* _WHAT TO WORK ON_: In the entries that follow, count each line containing "Hafeezpet" and state the total, nothing more.

Collected data
########################################

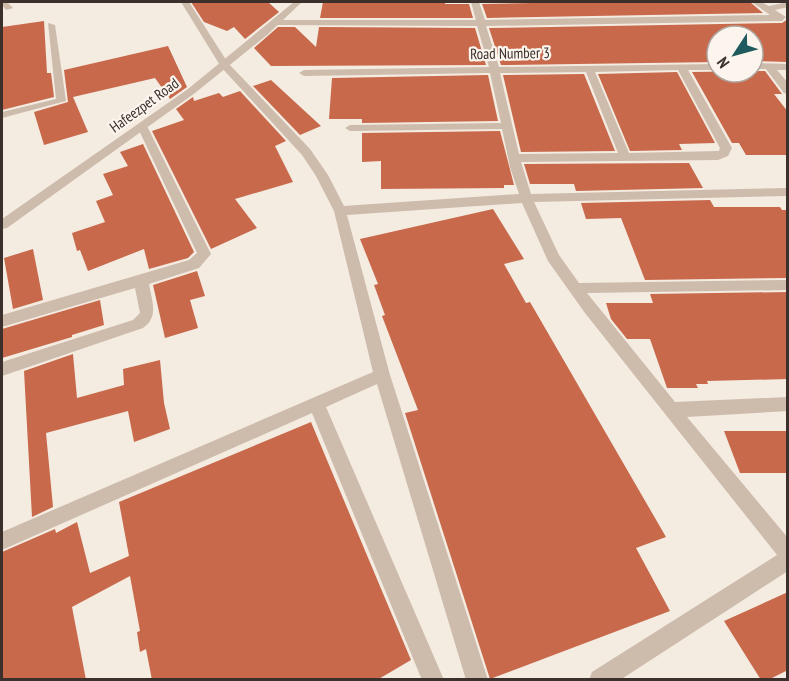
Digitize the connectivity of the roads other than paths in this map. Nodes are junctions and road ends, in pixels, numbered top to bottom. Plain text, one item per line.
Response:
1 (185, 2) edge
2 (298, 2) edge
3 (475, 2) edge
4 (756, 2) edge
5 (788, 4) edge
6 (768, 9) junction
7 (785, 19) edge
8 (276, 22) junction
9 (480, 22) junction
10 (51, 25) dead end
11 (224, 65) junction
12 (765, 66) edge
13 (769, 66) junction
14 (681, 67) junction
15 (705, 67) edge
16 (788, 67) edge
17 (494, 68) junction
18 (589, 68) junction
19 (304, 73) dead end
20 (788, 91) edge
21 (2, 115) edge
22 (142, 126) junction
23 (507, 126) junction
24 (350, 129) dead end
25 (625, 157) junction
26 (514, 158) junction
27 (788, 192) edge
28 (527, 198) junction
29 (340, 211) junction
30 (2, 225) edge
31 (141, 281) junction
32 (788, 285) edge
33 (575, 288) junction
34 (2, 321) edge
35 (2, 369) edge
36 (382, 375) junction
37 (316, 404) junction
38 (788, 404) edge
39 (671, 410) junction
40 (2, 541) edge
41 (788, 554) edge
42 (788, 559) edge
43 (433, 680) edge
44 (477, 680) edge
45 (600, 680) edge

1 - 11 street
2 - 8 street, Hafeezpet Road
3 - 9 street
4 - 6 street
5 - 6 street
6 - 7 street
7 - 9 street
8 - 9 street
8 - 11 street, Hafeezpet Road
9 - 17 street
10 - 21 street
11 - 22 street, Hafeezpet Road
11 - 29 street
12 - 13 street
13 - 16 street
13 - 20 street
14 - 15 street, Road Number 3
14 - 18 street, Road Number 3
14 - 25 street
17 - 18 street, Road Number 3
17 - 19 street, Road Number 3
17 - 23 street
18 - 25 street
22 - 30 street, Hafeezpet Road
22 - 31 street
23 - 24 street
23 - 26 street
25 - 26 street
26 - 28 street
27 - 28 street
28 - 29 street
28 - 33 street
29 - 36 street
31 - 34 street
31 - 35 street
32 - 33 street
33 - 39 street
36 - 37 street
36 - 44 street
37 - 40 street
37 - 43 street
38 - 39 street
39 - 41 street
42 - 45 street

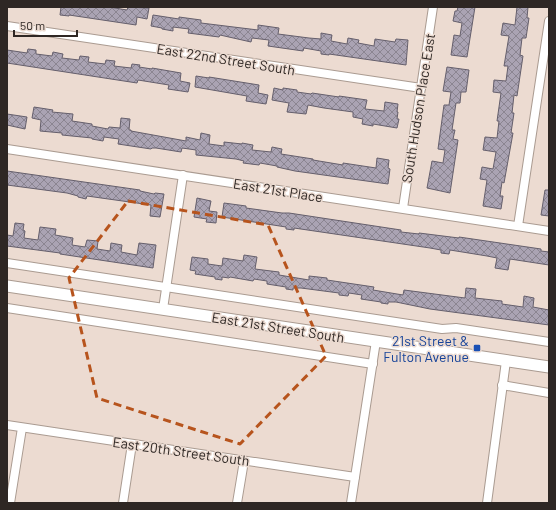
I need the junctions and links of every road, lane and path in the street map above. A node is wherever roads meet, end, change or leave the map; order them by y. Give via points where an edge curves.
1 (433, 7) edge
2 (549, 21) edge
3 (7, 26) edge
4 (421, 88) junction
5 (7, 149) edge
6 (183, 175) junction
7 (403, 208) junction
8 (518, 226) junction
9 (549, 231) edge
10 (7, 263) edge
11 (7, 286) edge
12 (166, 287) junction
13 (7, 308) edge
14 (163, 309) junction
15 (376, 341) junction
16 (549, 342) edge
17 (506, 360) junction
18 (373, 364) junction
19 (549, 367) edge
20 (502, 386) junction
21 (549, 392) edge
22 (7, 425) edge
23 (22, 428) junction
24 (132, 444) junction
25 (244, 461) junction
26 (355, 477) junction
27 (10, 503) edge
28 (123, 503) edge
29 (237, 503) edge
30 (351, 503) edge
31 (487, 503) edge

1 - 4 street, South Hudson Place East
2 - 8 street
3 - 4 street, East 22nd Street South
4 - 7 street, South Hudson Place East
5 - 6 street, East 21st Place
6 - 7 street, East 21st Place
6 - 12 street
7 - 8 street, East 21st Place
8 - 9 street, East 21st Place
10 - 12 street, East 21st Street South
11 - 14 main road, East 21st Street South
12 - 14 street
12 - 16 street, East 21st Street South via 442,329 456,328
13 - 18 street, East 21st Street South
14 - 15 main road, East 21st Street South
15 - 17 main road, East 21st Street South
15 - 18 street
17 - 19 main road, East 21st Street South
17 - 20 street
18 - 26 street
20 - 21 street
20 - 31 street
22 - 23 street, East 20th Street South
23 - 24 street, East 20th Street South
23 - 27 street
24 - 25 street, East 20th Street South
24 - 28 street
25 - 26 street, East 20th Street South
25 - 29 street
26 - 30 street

########################################

* _ANSWER AREA_: 4